CHAPTER VIII

MACRAE LEARNS A HARD LESSON

"What though it be the last time we shall meet,
Raise your white brow and wreath of golden hair,
And fill with music sweet the summer air,
Not this again shall draw me to your feet,
Peace, let me go."


Joyful or sorrowful, the days go by. With what passes in the soul and heart the hours meddle not, but over our physical life they are relentless masters. No matter how full of trouble the heart is, we must enter common life, must have dry eyes and take part in conversation; for the moment we differ from everyone else everyone is surprised. The meals are to be cooked, the parlor swept, callers are to be received, and calls are to be made, and we must dress the body decorously for dinner, though the heart and soul be sitting in sackcloth. Such experiences are very costly; we pay for them with wearisome days and wakeful nights, with wasted energies and lost illusions.

Mrs. Caird lifted the life emptied of Donald with the serenity and cheerfulness of her fine nature. She thought of him, and talked of him, and watched for the letters that were sure to come to her, constantly reminding herself how interesting they were certain to be and how glad she was that her boy was having the dew of his youth.

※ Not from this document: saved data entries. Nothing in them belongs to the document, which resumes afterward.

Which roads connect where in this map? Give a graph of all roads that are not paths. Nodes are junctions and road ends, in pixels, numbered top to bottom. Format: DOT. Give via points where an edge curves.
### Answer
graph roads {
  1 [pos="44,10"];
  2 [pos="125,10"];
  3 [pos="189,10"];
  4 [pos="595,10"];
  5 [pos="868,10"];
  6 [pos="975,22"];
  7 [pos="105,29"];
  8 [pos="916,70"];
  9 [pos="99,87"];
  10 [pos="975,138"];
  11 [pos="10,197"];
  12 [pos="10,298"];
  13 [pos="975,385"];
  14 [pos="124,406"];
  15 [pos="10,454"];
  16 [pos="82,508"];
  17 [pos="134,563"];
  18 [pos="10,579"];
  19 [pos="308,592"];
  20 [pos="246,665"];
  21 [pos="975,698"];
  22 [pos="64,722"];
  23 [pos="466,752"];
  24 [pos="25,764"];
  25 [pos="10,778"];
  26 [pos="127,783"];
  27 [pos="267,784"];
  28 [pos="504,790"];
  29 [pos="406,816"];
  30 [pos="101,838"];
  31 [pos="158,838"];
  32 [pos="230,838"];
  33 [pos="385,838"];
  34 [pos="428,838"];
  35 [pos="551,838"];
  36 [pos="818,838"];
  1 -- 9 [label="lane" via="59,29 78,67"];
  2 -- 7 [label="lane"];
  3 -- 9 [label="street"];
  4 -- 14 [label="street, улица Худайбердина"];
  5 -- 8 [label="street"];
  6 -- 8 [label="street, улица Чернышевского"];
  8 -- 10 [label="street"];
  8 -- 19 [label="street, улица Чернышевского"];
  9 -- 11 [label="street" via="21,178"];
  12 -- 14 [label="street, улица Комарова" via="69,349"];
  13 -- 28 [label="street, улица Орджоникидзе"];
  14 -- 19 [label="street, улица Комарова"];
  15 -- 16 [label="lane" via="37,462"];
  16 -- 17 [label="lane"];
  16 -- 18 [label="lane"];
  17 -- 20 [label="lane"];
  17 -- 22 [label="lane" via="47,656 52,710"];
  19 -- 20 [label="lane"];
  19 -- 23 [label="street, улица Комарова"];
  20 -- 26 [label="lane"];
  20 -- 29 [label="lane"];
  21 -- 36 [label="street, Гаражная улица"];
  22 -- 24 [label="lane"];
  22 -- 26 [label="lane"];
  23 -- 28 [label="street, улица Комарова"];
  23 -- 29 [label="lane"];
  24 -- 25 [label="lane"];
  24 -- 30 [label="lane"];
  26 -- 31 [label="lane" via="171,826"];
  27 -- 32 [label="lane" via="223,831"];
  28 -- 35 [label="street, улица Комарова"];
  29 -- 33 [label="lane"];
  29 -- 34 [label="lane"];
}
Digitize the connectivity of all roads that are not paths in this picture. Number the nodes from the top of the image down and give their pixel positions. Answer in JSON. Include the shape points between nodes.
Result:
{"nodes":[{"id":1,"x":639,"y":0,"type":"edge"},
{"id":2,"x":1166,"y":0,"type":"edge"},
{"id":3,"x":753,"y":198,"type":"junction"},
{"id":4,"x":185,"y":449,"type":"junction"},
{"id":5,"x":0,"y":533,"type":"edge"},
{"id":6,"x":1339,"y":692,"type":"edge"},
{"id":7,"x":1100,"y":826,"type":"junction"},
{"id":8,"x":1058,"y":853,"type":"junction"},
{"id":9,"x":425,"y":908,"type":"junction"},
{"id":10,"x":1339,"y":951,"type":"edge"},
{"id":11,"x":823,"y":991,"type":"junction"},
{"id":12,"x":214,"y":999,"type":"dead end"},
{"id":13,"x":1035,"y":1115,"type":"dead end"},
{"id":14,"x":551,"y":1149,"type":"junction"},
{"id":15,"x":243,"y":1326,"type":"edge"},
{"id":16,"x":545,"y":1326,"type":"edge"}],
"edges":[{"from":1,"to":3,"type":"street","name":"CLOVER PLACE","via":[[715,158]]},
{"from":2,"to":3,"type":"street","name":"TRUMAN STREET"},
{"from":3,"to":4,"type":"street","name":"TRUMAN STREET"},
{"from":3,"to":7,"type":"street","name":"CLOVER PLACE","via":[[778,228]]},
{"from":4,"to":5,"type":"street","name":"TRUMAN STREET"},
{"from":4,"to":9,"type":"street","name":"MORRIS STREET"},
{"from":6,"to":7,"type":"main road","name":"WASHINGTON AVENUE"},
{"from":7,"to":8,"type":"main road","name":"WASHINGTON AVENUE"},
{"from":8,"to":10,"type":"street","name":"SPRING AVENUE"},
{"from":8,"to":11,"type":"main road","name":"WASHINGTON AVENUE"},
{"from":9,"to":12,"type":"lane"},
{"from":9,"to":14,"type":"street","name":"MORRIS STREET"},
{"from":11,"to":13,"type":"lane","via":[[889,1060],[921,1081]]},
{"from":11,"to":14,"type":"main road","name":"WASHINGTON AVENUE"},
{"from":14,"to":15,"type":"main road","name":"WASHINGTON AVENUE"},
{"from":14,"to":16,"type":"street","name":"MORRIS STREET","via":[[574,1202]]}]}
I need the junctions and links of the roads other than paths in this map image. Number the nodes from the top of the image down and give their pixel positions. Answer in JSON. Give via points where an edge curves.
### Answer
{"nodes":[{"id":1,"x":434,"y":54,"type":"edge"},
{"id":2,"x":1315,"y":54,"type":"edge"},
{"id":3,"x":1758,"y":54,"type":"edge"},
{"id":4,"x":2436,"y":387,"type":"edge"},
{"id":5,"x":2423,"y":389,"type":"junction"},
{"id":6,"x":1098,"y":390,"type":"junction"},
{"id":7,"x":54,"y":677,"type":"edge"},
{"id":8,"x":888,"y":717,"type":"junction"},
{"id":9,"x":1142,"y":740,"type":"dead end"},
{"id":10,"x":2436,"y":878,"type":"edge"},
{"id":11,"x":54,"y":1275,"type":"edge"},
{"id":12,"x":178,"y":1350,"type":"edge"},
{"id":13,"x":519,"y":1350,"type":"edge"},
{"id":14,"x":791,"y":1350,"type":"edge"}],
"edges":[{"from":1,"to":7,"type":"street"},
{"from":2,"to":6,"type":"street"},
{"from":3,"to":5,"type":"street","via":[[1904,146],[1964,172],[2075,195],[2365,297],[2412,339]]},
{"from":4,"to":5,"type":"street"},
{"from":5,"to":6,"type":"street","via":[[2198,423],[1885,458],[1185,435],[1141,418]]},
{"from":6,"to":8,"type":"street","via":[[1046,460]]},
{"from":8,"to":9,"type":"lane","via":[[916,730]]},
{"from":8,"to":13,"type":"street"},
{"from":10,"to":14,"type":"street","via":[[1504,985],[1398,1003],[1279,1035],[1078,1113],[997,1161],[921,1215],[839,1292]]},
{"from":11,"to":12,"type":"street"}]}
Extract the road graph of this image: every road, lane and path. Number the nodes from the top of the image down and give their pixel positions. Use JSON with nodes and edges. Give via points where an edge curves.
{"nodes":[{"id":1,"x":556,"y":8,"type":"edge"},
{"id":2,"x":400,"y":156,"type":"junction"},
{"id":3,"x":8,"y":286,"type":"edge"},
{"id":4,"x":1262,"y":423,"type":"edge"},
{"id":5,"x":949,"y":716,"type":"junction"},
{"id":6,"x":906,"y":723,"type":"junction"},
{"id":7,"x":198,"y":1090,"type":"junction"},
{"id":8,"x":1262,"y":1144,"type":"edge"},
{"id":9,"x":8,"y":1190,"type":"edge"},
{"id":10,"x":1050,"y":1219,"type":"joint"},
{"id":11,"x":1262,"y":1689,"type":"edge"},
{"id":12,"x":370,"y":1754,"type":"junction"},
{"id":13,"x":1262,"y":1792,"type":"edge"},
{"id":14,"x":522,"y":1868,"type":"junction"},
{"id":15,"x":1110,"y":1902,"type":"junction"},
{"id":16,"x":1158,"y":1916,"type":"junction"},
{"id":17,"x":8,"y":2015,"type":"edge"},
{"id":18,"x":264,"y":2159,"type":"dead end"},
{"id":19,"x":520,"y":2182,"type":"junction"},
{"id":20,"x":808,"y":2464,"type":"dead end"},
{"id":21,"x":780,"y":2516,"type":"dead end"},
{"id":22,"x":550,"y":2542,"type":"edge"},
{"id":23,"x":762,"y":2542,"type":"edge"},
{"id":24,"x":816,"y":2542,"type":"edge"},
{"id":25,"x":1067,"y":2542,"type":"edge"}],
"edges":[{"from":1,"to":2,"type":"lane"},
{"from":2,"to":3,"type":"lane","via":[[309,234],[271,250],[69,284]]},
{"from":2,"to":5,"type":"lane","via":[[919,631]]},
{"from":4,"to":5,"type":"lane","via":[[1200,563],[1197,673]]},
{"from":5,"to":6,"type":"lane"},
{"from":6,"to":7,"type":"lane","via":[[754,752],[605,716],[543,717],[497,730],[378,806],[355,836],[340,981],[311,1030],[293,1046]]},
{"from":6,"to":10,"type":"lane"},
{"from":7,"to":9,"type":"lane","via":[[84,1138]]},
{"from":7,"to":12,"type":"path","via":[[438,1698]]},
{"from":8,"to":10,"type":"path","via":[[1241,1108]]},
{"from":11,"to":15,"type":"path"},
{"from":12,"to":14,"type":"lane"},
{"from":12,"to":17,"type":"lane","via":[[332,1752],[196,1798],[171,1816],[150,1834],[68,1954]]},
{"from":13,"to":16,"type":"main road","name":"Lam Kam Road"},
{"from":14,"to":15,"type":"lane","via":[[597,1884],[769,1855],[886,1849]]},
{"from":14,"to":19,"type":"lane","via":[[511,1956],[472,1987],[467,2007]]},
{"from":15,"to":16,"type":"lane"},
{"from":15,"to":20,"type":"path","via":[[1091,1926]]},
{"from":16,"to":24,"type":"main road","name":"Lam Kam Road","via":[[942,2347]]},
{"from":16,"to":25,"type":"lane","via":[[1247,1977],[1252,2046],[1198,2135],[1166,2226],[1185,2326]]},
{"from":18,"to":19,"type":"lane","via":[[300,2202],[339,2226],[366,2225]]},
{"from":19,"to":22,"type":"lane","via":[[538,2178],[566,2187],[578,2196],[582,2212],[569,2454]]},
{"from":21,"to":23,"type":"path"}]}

Marion felt the wrench of events more keenly. To the young everything that comes to an end is the end of the world. No one can be so hopeless as the young. It is the middle-aged and the old that have the power of hoping on through everything, for they have come to the knowledge that the soul survives all its disappointments and all its calamities. This is the good wine God keeps for our latter days. Marion rallied as soon as she received Richard's first letter from his ship; for it is the sorrow not sure which we feel to be unbearable. That letter enabled her to locate her lover, and, though the halo of distance and the mystery of night travel were around him, her soul sought him out and found in the romance of the situation some balm for her anxiety not without value. For the young like to believe that their trials are not common trials, and Marion knew of no girl whose lover had been torn from her side and sent off to India for nearly two years without notice or preparation for such an exile. The lovers of all her friends had been acceptable to their parents, but her lover's proposal had been met by almost insolent refusal and threat. And he was of ancient and noble lineage, and she was certain none of the girls in the Church of the Disciples had ever had a lord for a lover. She felt then that her grief was a very romantic one, and when grief can consider its romantic features it is not far from comfort.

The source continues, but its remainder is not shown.